[seek-kr] RE: [SEEK-Taxon] thoughts and notes from meeting in portugal

Kennedy, Jessie J.Kennedy at napier.ac.uk
Tue Nov 4 09:09:57 PST 2003


Hi Everyone, (apologies for the long rambling.....)

I think Dave has captured the main points from the meetings in Portugal. One
thing that maybe hasn't been made clear was our discussion on the relation
between the taxon group and the semantic mediation group i.e. where does the
taxon group's remit end and the semantic mediation group's remit begin. 

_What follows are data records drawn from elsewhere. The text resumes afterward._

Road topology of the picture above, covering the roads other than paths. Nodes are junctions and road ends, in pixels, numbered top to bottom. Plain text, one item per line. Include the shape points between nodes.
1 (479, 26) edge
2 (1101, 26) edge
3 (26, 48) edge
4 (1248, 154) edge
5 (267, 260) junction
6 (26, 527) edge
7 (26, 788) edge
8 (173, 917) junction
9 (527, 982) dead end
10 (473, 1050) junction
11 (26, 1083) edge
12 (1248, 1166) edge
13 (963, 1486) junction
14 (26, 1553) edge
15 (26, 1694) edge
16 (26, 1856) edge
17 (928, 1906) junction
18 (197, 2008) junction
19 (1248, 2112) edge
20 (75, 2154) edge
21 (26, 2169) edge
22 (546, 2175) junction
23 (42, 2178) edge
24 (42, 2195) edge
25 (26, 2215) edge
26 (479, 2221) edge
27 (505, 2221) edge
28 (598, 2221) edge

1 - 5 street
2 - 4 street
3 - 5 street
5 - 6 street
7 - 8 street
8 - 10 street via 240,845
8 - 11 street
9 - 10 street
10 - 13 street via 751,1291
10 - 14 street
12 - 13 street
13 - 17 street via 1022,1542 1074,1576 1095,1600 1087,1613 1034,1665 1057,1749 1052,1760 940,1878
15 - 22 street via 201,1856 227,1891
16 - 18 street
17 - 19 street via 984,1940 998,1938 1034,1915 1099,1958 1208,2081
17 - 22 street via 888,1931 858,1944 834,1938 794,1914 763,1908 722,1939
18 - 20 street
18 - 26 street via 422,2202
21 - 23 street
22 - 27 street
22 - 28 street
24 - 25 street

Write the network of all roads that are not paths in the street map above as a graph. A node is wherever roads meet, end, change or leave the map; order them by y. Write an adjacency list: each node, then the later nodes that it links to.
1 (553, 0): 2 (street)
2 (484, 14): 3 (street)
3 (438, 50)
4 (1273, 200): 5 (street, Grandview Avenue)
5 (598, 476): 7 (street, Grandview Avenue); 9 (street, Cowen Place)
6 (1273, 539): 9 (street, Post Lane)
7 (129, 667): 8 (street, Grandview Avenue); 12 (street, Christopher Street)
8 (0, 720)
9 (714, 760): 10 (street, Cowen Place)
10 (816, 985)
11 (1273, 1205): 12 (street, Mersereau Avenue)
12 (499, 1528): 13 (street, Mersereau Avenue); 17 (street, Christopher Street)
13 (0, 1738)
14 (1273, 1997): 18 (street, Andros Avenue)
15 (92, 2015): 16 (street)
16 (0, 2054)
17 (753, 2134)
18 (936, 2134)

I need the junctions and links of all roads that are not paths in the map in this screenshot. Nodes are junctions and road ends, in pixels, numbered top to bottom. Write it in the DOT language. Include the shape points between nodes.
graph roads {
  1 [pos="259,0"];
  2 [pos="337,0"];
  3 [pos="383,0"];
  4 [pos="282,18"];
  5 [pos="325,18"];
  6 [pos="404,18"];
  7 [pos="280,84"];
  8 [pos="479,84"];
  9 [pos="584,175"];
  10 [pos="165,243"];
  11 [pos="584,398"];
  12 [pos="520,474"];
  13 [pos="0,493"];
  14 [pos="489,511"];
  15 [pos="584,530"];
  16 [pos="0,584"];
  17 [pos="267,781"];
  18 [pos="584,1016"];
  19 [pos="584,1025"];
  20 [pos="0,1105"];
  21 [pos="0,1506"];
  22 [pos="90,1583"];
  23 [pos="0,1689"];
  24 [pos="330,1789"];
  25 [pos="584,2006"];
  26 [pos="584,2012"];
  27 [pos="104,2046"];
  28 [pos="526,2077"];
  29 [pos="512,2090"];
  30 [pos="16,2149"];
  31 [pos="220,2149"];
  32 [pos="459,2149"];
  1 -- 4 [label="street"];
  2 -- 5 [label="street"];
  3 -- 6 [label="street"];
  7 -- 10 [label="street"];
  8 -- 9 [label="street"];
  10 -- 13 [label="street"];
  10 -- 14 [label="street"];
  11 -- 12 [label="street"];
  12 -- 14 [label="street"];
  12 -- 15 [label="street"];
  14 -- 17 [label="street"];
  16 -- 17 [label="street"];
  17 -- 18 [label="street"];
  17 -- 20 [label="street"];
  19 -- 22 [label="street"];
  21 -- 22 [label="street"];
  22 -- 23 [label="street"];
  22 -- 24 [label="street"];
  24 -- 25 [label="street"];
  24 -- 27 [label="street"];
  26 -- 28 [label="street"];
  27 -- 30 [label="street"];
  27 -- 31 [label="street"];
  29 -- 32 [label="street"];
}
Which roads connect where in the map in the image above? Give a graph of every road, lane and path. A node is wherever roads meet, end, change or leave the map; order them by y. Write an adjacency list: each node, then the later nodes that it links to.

I agree with Matt that the taxon information is meta-data about the
ecological data sets. But, the taxonomic information with which to reason
about concept similarity is taxonomic knowledge and really can only be dealt
with by the taxon group if the reasoning is to be valid. consider the detail
I guess the KR group is going into on the measurement stuff in order to do
any reasoning - to do so in the taxonomy domain would be too much I think -
so I guess this means (I think it does) that the taxon group does some
mediation on taxonomic concepts??

In order to do any semantic mediation of taxon concepts you need to
understand the relationships between the taxa sufficiently and be able to
record these relationships in a manner that can be reasoned about. This is
one area where I believe that it would be unreasonable to expect the
semantic mediation group to solve the problems - I think the taxon group
need to investigate and clarify the different ways in which it is meaningful
to compare the similarity or other relationships between taxa and find
someway to represent this knowledge. The way to represent the knowledge or
how the two groups interact is where the taxon group overlaps with SMS. 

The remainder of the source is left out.